§ **Brief**:
The following data has a line with "ring pip: (871, 790)" and a line with "index pip: (1073, 967)". Write out exactly those lines and all the lines between them.

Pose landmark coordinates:

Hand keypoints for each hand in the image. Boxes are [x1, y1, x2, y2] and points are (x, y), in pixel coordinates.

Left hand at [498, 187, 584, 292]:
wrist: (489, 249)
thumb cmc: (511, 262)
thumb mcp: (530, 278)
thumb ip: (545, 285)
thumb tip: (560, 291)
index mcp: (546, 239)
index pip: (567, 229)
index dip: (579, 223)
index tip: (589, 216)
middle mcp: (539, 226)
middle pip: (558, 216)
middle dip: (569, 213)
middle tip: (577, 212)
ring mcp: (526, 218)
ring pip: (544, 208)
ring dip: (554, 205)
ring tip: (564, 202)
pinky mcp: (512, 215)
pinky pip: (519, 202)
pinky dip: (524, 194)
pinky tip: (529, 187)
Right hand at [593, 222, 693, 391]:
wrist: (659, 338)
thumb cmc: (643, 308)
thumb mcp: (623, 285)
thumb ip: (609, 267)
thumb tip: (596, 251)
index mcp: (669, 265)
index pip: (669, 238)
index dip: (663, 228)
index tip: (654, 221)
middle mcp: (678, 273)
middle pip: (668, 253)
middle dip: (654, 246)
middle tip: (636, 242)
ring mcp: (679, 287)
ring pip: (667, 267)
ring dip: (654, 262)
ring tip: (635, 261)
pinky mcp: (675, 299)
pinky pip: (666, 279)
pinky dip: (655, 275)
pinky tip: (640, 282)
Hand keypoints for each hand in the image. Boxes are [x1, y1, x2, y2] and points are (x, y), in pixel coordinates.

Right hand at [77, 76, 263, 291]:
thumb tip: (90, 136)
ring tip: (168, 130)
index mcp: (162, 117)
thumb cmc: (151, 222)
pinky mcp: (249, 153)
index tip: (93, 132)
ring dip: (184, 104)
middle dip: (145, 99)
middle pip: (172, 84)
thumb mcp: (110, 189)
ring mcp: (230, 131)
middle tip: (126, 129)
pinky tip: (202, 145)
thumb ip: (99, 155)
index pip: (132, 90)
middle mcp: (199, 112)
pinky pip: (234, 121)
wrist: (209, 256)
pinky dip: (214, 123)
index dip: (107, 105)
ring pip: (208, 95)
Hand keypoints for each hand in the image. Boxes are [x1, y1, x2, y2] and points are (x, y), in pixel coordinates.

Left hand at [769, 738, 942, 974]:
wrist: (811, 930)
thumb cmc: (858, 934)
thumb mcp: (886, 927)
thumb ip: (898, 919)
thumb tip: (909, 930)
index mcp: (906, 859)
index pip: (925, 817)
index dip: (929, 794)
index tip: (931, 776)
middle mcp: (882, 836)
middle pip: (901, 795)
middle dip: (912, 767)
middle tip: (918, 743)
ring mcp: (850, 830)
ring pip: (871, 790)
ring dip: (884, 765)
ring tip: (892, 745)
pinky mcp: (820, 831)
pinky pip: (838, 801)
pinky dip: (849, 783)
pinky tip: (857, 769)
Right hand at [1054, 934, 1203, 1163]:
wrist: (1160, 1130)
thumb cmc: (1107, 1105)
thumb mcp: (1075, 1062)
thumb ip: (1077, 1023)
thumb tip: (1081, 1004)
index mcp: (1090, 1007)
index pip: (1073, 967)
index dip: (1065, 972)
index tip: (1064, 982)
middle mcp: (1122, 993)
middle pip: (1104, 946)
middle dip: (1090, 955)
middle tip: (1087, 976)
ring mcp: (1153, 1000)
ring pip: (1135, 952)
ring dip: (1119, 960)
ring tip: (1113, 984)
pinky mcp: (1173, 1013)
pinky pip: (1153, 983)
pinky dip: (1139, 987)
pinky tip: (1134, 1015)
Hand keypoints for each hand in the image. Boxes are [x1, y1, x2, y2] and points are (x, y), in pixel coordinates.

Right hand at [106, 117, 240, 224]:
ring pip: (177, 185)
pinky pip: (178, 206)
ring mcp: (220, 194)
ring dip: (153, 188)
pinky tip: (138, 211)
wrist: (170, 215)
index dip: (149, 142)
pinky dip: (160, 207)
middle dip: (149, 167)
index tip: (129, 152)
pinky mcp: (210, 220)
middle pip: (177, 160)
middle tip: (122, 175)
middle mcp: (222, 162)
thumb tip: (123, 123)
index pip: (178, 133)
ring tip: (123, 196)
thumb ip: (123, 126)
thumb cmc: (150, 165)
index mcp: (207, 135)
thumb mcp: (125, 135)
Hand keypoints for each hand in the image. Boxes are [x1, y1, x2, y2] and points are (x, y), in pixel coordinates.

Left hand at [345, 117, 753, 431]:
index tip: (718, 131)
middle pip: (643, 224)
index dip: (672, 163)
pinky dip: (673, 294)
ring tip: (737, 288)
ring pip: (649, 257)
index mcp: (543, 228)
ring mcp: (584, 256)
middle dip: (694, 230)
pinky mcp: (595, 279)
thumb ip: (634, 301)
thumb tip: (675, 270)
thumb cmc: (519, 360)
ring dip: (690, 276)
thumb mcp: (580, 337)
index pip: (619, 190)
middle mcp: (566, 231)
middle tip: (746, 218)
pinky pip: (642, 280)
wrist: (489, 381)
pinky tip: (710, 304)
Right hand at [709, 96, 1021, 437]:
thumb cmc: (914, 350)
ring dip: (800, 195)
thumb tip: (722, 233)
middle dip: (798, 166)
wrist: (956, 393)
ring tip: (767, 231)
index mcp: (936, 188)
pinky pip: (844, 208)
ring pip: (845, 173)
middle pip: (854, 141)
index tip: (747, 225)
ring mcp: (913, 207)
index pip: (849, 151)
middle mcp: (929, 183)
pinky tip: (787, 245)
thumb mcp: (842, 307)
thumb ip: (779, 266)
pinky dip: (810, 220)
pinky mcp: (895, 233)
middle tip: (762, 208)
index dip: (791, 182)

§ **Result for this exercise**:
ring pip: (871, 790)
ring dip: (884, 765)
ring tip: (892, 745)
pinky mcp: (820, 831)
pinky pip: (838, 801)
pinky dip: (849, 783)
pinky tip: (857, 769)
Right hand at [1054, 934, 1203, 1163]:
wrist: (1160, 1130)
thumb cmc: (1107, 1105)
thumb mcp: (1075, 1062)
thumb ip: (1077, 1023)
thumb tip: (1081, 1004)
index mcp: (1090, 1007)
index pip: (1073, 967)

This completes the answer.